クライアントPC1台あたり調査・解析から報告書提出まで約10営業日となります。
※インシデントや環境等によって調査日数は変わります。

• STEP1

  ヒアリング

  インシデント発生時の状況をヒアリング

  インシデント対応支援やフォレンジック調査は緊急を要することが多く、時間がたつとデータの改変が発生する恐れがあります。システムの状態など極力短時間でヒアリングし、早急に調査を着手いたします。

  1. 初動対応のアドバイス

     インシデント発生時から現在までの状況をヒアリングし、初期対応の方針をアドバイスします。

  2. 解析対象の把握

     対象となるシステムのログの提供可否や暗号化、USB接続制限など、物理的なセキュリティの有無を確認し、解析対象を決定します。

• STEP2

  データ収集・証拠保全

  エンジニアの現地派遣によるオンサイト保全作業

  パソコン、スマートフォン、各種サーバ等のデジタルデータの証拠能力を失わないよう収集し、保全します。
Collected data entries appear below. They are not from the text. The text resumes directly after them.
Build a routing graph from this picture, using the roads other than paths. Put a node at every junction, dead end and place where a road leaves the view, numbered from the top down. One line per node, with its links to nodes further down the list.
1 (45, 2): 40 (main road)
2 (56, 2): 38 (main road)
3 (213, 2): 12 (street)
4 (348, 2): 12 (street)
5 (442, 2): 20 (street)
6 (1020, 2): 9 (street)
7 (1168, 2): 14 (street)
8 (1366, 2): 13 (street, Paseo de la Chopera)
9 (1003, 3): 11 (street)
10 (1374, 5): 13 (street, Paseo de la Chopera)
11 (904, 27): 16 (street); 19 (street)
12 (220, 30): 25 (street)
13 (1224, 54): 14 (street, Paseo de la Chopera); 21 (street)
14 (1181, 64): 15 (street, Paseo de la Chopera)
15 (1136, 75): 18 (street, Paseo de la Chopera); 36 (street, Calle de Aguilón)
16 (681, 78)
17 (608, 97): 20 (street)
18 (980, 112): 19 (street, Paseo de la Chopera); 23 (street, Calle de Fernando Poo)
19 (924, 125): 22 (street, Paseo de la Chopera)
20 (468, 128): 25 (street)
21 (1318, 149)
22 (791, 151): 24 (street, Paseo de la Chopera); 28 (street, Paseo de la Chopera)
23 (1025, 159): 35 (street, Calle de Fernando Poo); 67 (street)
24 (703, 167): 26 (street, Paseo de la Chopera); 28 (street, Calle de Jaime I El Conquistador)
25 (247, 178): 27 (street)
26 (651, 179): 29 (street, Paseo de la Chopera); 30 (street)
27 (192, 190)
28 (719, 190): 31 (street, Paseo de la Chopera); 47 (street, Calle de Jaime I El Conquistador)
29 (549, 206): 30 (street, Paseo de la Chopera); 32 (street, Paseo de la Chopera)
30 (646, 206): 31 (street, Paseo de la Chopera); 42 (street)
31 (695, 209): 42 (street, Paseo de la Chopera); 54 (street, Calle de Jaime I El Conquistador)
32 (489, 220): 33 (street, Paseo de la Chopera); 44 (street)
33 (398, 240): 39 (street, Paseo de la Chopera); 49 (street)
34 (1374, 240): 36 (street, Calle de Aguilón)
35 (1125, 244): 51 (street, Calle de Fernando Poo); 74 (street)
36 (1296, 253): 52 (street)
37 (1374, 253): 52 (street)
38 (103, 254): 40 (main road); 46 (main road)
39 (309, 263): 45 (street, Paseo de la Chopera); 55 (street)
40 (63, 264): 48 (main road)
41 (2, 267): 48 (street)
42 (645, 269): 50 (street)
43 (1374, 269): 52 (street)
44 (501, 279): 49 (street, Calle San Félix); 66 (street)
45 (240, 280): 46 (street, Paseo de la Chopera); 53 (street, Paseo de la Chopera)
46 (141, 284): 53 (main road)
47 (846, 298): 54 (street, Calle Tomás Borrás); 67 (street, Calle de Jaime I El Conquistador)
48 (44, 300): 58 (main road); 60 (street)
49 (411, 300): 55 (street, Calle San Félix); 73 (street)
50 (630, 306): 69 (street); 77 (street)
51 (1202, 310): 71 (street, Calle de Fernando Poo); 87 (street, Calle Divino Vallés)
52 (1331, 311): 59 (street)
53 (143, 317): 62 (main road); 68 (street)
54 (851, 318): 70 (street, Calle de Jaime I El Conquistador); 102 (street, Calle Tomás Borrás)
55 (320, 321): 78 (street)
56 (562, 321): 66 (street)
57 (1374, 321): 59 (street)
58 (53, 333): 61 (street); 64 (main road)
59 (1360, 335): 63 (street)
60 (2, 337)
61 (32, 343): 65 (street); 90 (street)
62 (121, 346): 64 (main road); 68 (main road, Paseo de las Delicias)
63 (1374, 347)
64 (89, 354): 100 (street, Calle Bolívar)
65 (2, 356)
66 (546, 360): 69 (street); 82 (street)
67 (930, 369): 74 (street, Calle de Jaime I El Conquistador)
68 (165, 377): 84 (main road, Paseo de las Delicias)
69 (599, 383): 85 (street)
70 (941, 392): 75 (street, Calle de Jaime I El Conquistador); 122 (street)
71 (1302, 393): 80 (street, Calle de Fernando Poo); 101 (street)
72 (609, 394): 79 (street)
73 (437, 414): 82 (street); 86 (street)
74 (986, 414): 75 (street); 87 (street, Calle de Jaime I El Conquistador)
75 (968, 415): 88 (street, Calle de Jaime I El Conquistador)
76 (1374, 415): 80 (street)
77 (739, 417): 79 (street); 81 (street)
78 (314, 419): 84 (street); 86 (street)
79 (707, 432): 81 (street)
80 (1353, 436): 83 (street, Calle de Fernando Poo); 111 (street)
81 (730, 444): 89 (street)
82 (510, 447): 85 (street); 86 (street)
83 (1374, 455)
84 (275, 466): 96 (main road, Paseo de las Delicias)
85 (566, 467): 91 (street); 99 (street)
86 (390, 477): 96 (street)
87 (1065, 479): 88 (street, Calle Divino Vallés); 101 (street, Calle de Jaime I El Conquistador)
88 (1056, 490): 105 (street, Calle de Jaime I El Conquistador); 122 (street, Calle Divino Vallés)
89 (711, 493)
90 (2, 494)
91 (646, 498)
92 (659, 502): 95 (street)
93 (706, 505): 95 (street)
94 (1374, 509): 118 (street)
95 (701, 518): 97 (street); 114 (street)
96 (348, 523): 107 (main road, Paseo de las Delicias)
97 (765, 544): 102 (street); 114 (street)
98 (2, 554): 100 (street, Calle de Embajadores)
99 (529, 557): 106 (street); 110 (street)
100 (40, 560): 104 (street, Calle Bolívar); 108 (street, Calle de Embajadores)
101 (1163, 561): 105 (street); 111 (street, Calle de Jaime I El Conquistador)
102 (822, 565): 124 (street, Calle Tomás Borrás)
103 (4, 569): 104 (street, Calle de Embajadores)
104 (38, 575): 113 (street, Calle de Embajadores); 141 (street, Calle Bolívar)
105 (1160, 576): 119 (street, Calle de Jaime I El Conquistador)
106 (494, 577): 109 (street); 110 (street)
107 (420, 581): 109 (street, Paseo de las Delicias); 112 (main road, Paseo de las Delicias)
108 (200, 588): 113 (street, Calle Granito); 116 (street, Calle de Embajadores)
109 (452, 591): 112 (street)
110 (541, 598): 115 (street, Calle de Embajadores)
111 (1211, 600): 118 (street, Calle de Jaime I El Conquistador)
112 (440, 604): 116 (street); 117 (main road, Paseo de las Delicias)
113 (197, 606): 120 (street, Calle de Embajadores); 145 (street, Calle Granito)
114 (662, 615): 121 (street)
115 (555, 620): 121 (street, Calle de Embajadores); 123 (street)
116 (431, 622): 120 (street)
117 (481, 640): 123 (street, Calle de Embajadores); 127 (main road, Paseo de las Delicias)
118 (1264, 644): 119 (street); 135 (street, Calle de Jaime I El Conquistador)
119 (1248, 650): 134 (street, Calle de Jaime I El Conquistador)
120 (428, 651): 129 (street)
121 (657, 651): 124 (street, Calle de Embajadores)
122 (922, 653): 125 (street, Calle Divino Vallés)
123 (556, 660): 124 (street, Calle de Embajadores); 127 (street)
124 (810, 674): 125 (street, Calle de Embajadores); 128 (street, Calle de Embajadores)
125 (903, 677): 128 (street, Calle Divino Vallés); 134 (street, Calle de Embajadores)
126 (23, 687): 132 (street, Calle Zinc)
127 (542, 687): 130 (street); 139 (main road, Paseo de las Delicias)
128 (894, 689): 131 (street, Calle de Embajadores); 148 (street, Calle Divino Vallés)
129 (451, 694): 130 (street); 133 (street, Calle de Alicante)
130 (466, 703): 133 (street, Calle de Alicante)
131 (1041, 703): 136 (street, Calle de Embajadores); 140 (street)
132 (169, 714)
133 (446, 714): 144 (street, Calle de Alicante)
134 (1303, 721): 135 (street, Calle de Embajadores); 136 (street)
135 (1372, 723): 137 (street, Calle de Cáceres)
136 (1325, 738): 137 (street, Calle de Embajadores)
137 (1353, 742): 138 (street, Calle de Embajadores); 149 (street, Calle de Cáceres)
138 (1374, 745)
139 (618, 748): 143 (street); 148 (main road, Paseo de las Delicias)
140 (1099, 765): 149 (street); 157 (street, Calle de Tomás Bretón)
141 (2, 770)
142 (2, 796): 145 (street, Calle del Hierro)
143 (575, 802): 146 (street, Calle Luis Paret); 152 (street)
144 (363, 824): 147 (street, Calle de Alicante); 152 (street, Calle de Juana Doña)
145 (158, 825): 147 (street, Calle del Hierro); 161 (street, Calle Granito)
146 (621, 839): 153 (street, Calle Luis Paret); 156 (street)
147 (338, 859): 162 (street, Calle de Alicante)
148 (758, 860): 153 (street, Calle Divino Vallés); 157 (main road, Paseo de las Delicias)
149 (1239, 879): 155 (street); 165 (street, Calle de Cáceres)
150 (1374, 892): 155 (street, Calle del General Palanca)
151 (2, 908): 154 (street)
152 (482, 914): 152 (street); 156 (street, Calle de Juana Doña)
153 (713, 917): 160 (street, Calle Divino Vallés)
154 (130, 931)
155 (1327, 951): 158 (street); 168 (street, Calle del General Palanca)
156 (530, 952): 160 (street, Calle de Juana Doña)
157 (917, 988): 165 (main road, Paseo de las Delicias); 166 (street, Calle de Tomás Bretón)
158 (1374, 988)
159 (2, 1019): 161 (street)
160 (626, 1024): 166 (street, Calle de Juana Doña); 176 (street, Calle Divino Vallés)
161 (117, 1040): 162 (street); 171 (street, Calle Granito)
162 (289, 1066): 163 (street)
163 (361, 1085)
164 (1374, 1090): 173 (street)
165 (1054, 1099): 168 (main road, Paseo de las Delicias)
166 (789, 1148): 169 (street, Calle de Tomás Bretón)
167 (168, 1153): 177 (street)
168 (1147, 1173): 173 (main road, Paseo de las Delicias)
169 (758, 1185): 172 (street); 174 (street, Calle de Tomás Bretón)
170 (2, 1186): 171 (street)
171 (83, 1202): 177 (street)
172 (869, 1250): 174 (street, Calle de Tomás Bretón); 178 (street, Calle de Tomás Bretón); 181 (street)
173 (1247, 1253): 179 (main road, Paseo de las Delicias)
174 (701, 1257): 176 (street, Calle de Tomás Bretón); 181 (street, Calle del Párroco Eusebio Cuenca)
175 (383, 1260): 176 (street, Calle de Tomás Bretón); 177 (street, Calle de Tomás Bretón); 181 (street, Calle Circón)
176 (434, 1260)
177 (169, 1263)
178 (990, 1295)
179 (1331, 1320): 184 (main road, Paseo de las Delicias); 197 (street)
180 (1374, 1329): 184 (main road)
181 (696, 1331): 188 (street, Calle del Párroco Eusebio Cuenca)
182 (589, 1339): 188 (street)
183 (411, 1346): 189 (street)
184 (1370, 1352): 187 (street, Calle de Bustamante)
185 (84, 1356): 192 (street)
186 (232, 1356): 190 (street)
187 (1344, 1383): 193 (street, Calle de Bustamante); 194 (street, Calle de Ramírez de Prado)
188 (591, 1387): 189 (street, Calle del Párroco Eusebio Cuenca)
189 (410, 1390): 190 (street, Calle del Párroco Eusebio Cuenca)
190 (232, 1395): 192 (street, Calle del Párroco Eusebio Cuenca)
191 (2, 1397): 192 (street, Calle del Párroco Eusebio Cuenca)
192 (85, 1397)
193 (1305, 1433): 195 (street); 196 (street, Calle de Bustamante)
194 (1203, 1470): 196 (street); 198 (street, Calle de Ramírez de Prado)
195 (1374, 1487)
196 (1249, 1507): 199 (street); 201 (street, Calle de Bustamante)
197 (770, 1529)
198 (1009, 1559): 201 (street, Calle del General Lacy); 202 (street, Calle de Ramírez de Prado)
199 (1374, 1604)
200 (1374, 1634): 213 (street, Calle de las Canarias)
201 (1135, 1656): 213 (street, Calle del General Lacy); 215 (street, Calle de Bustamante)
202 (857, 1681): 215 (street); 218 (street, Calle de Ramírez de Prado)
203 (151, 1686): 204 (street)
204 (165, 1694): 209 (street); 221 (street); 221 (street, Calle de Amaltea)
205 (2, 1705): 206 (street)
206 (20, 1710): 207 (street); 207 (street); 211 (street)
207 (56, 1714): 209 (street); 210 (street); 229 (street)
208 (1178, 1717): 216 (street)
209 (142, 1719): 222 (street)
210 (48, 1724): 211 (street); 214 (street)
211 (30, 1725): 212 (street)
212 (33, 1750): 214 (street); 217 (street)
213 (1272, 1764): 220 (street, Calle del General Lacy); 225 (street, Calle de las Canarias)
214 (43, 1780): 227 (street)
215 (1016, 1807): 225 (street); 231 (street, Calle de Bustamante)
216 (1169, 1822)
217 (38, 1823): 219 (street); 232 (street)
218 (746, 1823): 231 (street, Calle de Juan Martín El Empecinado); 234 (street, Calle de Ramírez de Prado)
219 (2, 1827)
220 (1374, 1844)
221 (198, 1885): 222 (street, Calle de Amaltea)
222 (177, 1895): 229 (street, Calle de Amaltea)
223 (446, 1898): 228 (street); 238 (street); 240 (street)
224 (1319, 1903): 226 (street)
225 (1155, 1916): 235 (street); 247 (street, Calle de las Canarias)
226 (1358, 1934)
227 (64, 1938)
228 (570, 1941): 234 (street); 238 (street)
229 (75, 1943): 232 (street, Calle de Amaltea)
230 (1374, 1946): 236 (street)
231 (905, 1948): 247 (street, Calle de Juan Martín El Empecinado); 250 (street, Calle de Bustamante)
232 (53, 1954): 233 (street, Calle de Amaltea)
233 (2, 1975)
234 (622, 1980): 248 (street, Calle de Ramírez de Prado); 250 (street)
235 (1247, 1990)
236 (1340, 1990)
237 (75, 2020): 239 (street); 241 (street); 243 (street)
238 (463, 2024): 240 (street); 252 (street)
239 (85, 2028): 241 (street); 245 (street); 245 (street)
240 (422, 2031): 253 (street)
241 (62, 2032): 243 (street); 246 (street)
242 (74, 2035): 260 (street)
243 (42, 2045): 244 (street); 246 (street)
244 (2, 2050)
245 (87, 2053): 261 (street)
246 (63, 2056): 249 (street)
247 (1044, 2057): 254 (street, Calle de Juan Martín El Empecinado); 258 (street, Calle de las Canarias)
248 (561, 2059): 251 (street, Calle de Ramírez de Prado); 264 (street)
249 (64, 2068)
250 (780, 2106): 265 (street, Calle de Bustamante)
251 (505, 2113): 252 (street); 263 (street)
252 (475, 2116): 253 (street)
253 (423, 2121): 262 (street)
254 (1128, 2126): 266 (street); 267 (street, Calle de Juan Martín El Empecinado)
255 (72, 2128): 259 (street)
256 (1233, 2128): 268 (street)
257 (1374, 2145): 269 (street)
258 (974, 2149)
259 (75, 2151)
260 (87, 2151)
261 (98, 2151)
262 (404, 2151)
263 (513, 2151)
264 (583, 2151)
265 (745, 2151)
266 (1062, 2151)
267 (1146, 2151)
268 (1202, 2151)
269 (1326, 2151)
  1. エンジニアの現地派遣によるオンサイト保全作業、または端末の受領によるオフサイト保全作業

     調査対象端末内のHDDをイメージコピー(完全コピー)し、証拠保全用と調査分析用のHDDを作成します。 また、オリジナルHDD(原本）と証拠保全用HDD(写し）の同一性検証を行います。
     フォレンジック専用のイメージコピー装置を使用することで、端末受領時からデータの変更がないように原本への書き込み(改ざん)を防止した状態でコピーを取得します。

• STEP3

  調査・解析

  保全したデータの調査解析

  証拠となり得る情報を見つけ出すために、コンピュータ以外にも様々な機器の中にある情報を調査・分析した上で原因を特定します。

  1. エンジニアによる証跡の調査・ログ分析

     収集・保全したデータに対して各種ファイルシステムやログ、データ形式に応じた調査を行います。当社ではバックボーン・得意分野の異なるフォレンジック専任エンジニアをアサインし、目的に応じた調査を実施することで、インシデントの種別ごとに異なる解析を素早く的確に進めることができます。

  2. 解析したデータのタイムライン化

     調査対象者が各種端末を用いて時系列での調査を行います。特定の期間に何を行っていた可能性が高いのか、各種端末ログの状態や調査目的に応じて調査を実施し、タイムラインを作成します。また、各種履歴やデータのリストの作成、実データの抽出なども必要に応じて実施します。

  3. 削除データの復元・復旧

     調査対象者や外部からの攻撃によって、調査対象のデータは削除や改ざんされている可能性が高いため、データの復元や復旧を実施したのち調査を行います。目的に応じて複数の手法でのデータ復元を実施することにより調査の精度を向上します。

• STEP4

  報告

  報告

  調査対象とした組織・人・端末・期間、調査に使用した製品・ソフトウェア、実施した調査手続きの内容、分析結果から得られた情報等を正確に記載し、信頼性の高い報告書をご提供します。

  1. 報告会の実施

     お客様の必要に応じて、実データの納品や、簡易的な報告から詳細な報告書の作成まで各種対応いたします。調査報告会の実施も可能ですのでご相談ください。

  2. 原因や被害状況などの説明・再発防止策の提案

     弊社ホワイトハッカーのもつ、脆弱性診断やペネトレーションの観点も含めた再発防止のご提案が可能です。ご依頼の内容に応じて、各種再発防止をご提案いたします。